### What is needed
Look for the line containing "Road topology of" and the line containing "I need the junctions" in the entries below. Copy those two and all lines between them exactly, leaving out pictures.

### Task material
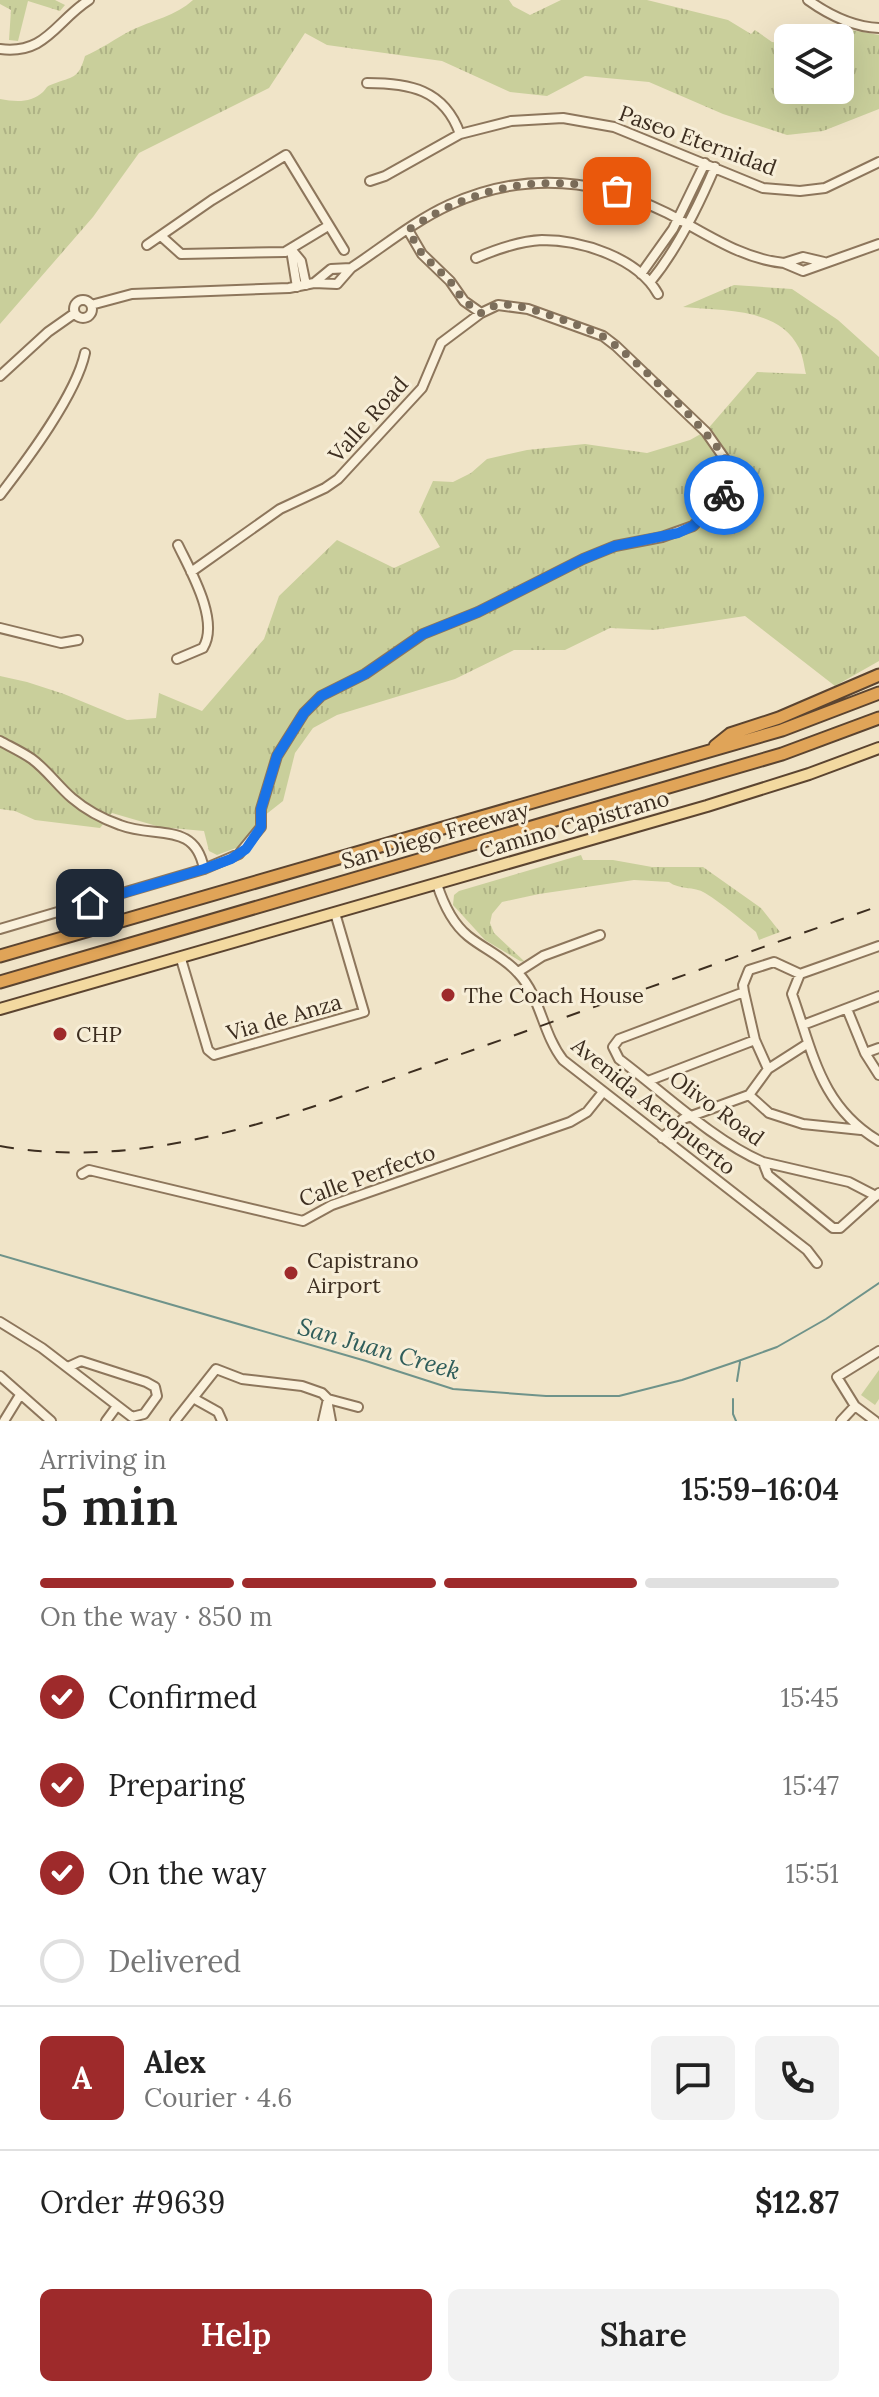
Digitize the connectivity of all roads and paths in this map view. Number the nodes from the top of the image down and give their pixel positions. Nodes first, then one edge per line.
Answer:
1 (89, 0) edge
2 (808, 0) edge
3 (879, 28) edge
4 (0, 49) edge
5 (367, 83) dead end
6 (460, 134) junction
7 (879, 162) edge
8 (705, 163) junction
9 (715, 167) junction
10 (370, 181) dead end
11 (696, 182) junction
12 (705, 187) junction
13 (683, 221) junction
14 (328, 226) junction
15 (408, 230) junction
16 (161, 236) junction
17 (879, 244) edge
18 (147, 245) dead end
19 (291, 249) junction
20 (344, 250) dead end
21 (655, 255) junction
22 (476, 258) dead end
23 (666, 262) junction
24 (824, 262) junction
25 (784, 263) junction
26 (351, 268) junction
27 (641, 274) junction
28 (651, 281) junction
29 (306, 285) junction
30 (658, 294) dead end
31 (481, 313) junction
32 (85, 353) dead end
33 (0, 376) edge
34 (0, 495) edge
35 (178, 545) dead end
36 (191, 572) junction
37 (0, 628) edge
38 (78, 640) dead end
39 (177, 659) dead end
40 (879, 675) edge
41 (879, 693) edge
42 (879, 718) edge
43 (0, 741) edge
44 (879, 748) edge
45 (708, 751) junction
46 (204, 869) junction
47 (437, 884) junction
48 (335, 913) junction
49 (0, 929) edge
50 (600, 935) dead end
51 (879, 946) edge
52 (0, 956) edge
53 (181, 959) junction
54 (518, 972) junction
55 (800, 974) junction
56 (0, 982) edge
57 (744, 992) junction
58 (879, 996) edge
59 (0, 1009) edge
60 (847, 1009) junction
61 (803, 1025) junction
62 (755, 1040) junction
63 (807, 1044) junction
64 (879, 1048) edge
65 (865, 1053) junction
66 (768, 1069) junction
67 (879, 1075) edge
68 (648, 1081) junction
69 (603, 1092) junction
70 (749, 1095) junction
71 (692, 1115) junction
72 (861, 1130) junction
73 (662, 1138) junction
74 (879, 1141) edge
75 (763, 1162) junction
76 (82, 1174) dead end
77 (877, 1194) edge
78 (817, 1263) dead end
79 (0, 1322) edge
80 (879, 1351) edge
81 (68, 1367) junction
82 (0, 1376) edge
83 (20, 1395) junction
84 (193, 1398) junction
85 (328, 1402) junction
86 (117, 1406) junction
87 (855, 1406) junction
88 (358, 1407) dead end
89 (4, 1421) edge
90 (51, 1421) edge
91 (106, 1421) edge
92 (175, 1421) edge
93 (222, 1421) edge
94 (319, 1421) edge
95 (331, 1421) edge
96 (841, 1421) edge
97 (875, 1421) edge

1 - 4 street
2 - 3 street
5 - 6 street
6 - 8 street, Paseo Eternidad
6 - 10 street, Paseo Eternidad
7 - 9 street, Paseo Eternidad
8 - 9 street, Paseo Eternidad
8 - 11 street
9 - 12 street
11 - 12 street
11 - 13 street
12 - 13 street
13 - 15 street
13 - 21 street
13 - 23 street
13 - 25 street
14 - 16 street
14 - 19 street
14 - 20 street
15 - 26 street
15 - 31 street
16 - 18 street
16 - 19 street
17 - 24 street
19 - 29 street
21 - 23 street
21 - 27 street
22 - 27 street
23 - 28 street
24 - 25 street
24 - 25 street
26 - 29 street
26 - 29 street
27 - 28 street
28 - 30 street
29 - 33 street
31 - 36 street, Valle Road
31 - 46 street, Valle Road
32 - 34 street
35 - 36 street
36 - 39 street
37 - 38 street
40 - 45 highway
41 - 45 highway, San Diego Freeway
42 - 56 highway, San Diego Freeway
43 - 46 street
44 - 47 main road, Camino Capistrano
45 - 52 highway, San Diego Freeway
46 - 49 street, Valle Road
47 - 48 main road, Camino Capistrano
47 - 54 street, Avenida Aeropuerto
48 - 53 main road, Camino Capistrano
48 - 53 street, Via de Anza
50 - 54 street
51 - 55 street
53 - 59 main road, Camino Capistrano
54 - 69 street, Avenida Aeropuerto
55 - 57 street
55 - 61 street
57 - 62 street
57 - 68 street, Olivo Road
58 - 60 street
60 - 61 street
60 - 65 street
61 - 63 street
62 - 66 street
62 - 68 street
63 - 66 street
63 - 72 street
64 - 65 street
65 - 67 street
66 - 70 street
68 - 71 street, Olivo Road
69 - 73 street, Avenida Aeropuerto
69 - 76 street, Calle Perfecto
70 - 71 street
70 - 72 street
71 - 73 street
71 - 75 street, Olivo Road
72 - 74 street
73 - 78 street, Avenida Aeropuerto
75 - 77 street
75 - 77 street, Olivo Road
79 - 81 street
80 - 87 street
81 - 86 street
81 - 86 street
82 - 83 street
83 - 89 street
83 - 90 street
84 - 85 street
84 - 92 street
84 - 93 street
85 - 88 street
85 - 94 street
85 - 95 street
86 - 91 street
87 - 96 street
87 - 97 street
---
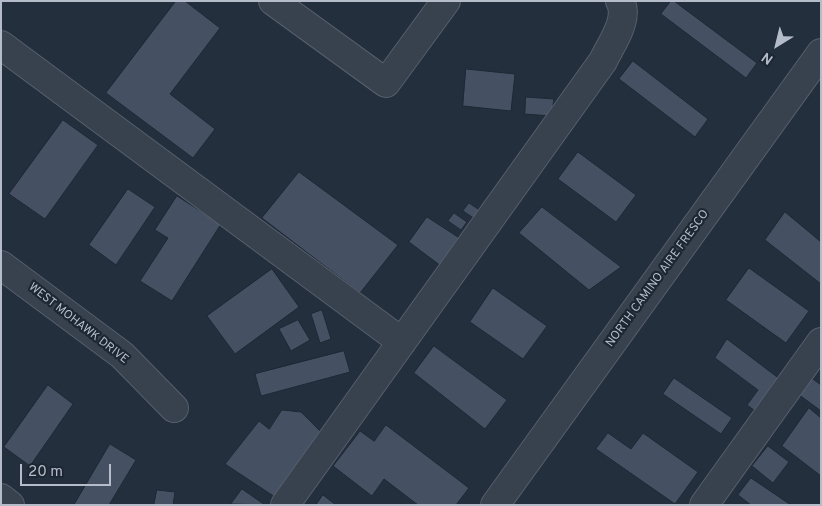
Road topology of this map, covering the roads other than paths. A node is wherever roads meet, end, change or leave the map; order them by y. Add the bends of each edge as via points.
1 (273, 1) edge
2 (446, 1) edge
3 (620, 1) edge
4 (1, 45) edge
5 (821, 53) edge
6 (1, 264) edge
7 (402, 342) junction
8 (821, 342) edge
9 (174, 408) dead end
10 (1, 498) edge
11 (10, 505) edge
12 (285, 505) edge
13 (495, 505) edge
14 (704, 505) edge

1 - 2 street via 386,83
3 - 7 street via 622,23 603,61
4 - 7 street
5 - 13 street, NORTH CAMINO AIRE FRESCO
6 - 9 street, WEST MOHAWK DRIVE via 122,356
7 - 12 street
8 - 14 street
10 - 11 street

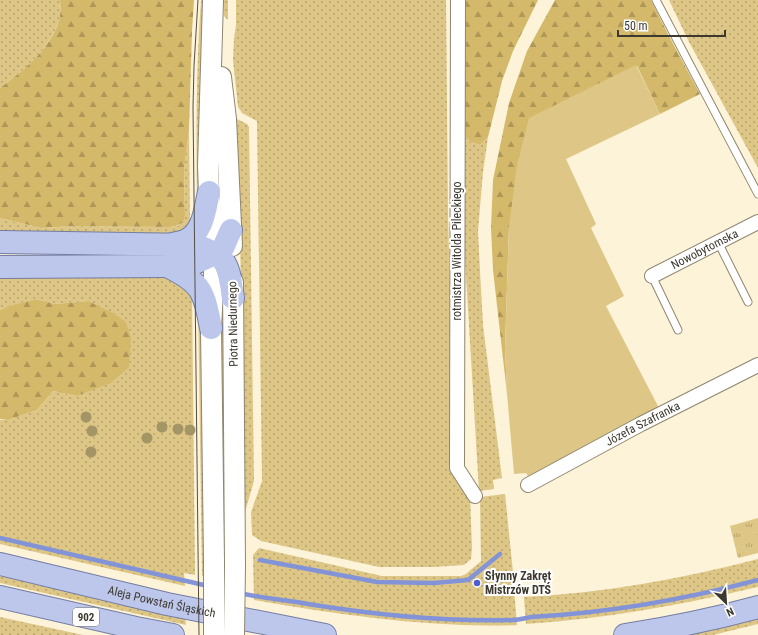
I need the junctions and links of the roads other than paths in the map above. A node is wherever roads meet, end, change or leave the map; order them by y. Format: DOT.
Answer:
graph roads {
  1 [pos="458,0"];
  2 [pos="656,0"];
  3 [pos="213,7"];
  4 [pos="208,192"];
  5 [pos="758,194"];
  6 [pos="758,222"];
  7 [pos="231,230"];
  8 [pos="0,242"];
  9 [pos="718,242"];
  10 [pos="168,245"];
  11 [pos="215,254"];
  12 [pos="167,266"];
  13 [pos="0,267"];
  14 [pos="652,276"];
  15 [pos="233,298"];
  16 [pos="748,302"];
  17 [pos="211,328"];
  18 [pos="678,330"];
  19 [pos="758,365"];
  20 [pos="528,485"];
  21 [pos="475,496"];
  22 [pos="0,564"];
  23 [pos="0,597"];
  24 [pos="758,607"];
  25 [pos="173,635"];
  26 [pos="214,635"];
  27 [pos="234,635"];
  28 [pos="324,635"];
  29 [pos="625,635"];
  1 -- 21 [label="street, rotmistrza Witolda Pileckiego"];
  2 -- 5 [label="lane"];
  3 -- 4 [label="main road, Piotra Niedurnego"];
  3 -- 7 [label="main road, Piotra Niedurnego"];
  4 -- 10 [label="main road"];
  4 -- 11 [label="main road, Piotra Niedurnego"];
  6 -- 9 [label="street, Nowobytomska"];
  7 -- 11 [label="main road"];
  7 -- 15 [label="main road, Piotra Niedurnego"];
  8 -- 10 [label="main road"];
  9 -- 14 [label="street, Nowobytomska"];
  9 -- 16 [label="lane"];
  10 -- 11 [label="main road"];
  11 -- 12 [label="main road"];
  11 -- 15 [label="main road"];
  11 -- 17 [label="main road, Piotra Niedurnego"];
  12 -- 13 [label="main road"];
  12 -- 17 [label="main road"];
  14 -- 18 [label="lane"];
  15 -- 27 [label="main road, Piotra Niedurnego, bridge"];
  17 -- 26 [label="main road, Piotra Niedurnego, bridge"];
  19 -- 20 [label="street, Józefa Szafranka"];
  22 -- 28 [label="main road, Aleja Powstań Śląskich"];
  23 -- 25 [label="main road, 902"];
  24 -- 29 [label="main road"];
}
* * *
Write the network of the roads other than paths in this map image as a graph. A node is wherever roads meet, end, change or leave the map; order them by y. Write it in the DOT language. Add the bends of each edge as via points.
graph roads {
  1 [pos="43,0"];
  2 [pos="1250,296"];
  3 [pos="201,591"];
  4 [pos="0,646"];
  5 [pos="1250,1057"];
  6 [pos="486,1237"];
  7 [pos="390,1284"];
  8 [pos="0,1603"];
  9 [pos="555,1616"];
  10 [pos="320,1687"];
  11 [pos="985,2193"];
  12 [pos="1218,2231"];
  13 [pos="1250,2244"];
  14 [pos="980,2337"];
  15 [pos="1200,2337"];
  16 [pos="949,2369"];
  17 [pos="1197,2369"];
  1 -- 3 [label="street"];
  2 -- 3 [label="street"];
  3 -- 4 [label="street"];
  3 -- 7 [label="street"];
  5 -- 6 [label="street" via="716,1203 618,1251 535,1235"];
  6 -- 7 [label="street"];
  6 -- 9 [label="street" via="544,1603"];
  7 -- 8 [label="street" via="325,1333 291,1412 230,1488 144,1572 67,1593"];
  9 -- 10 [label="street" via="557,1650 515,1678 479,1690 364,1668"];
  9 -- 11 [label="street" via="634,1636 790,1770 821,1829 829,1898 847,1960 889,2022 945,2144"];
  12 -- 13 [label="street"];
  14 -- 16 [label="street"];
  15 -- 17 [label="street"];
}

### Answer to this task
Road topology of this map, covering the roads other than paths. A node is wherever roads meet, end, change or leave the map; order them by y. Add the bends of each edge as via points.
1 (273, 1) edge
2 (446, 1) edge
3 (620, 1) edge
4 (1, 45) edge
5 (821, 53) edge
6 (1, 264) edge
7 (402, 342) junction
8 (821, 342) edge
9 (174, 408) dead end
10 (1, 498) edge
11 (10, 505) edge
12 (285, 505) edge
13 (495, 505) edge
14 (704, 505) edge

1 - 2 street via 386,83
3 - 7 street via 622,23 603,61
4 - 7 street
5 - 13 street, NORTH CAMINO AIRE FRESCO
6 - 9 street, WEST MOHAWK DRIVE via 122,356
7 - 12 street
8 - 14 street
10 - 11 street

I need the junctions and links of the roads other than paths in the map above. A node is wherever roads meet, end, change or leave the map; order them by y. Format: DOT.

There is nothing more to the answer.